The discount in Dickerson was a very healthy 67%. Could the IRS have done better? Does the Alabama legislature feel strongly about evils of gambling? We have said it before, we will say it again: you can not beat something with nothing. When the other side has a valuation expert, get your own. Or get two. The case is also yet another very helpful reminder that going into court with an analysis that ignores subsequent events is just unfortunate tactics. The court will virtually always sneak a peek at what really happened. You need to be prepared to discuss why, as of the valuation date, circumstances were so that the subsequent events were unexpected.
For more information, in the Tax Management Portfolios, see Hood, 830 T.M., Valuation: General and Real Estate, and in Tax Practice Series, see ¶6290, Valuation - Generally.
1 Specifically, the ticket paid out $354,000 per year for 30 years.

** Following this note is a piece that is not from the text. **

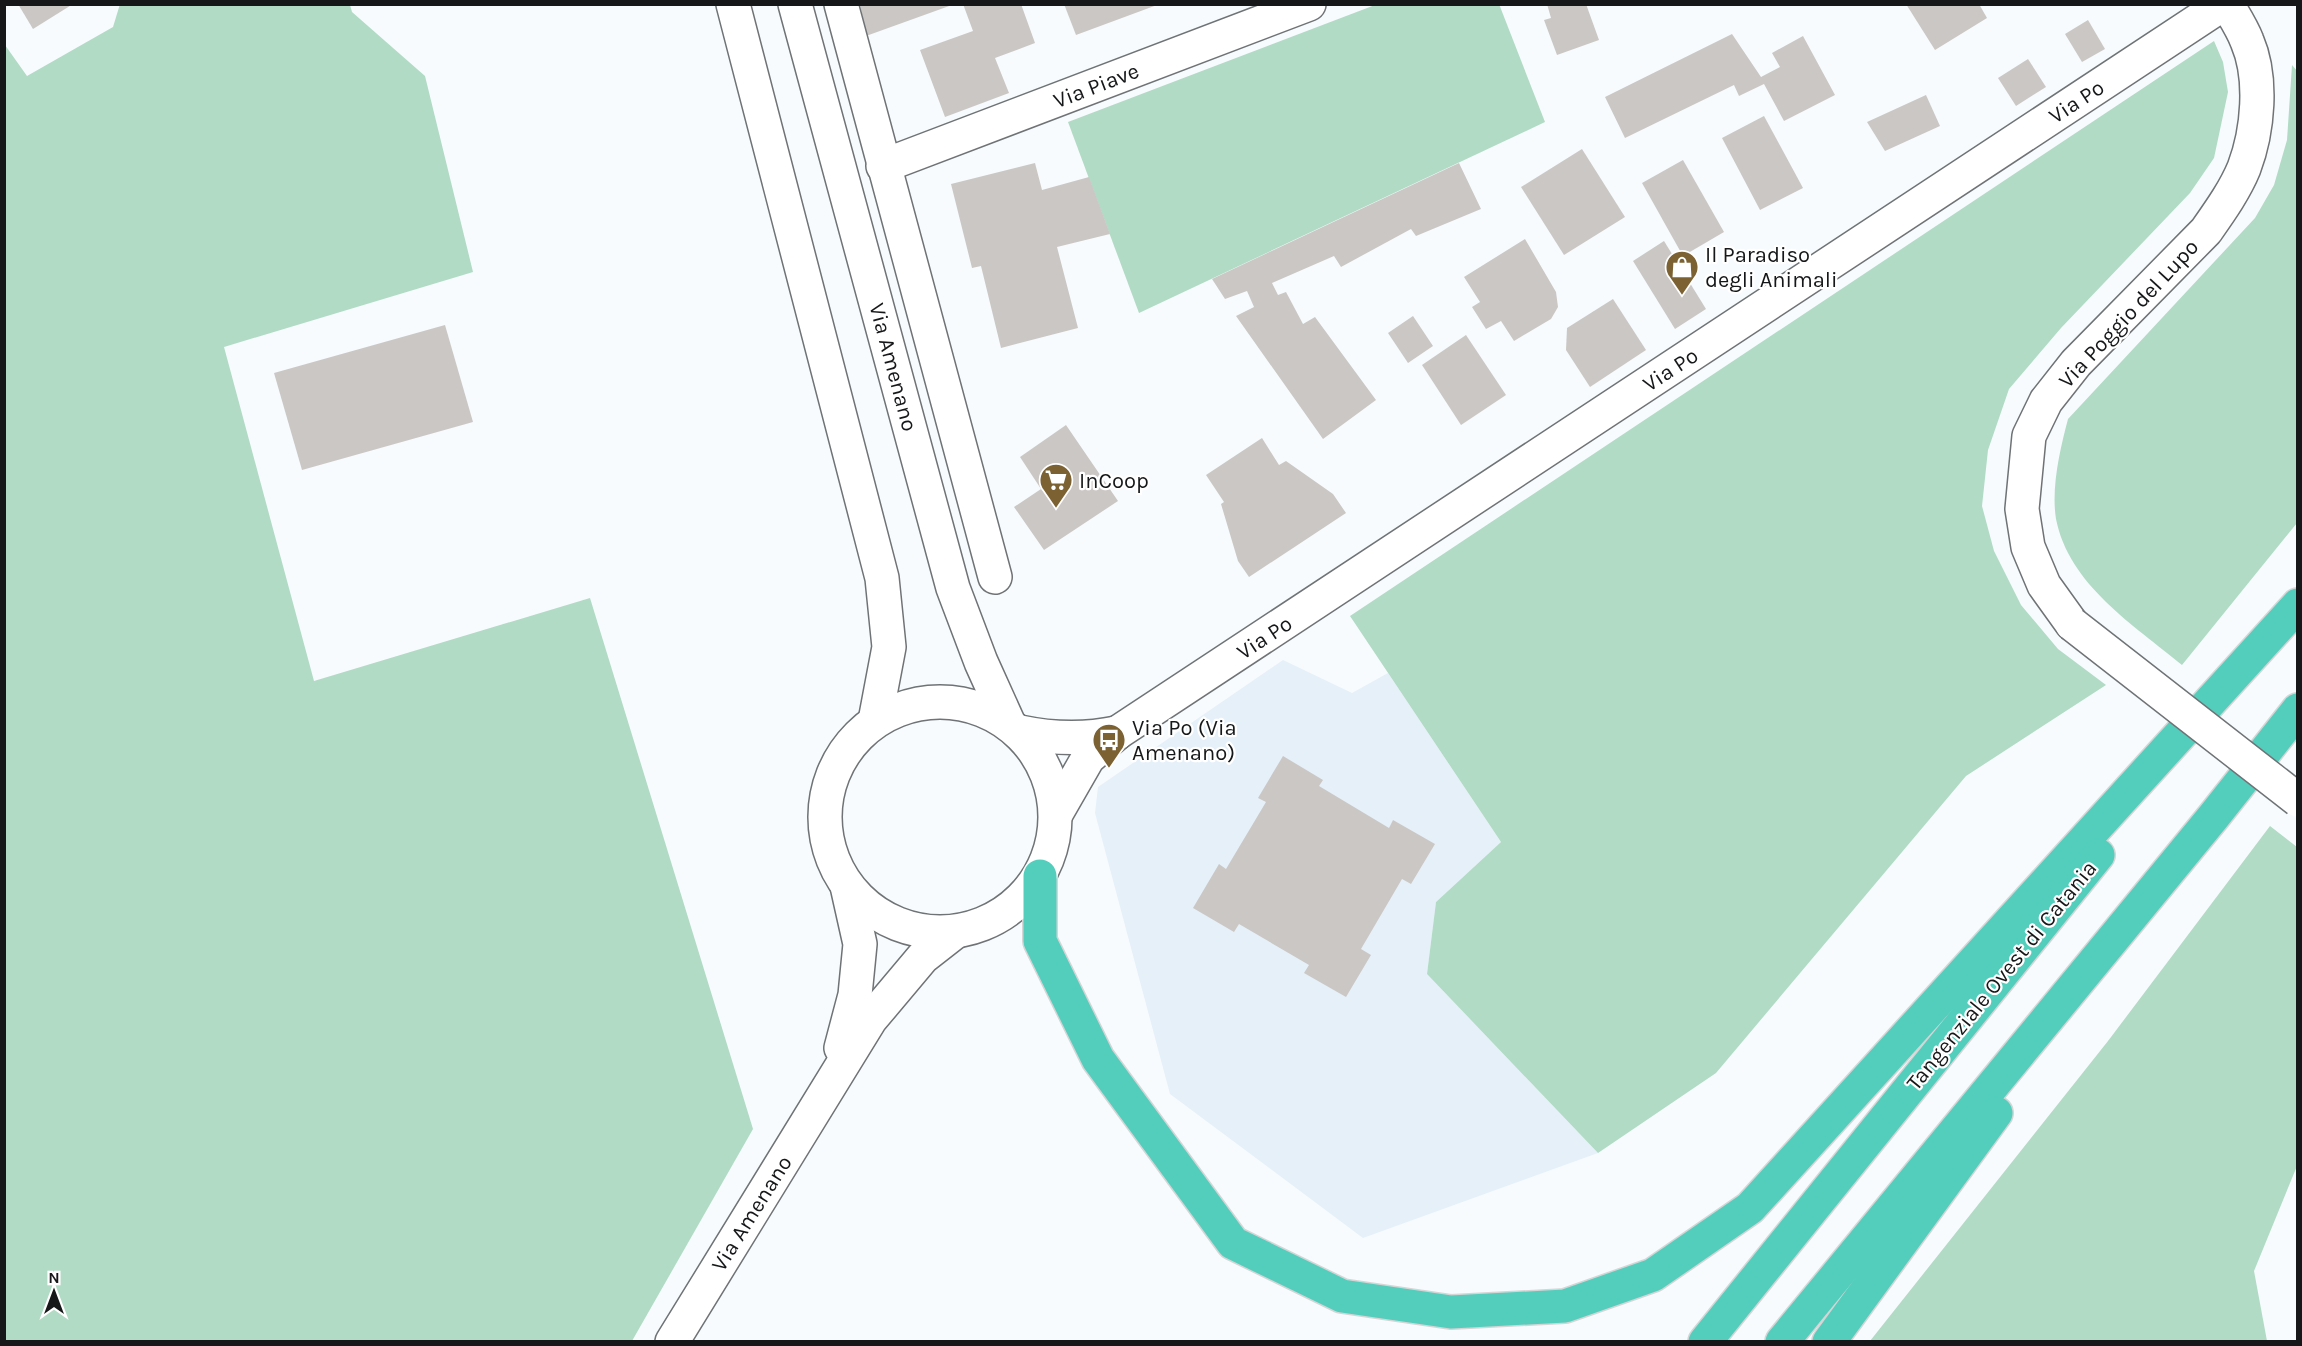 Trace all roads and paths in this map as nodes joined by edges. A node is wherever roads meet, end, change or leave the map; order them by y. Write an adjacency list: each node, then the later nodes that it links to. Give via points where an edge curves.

2 No kidding, and what Mr. Seward said when he found out he had given away an already winning ticket is not relayed by the Tax Court's opinion. (The court states that it was "unbeknownst to Mr. Seward at the time" of the gift that the ticket was a winning one).
3 Distinguishing Dickerson from Winkler Est v. Comr., T.C. Memo 1997-4, where the Winkler family had a pattern of purchases and joint decision making regarding lottery ticket purchases.
4 At least, none is mentioned in the opinion.
5 According to the petitioner. The respondent claims March 11. The court held it does not matter.
6 Mr. Seward also later sued the petitioner, claiming that since Tonda had backed out on her "commitment" to share with the others at the Waffle House, he was entitled to get the ticket back.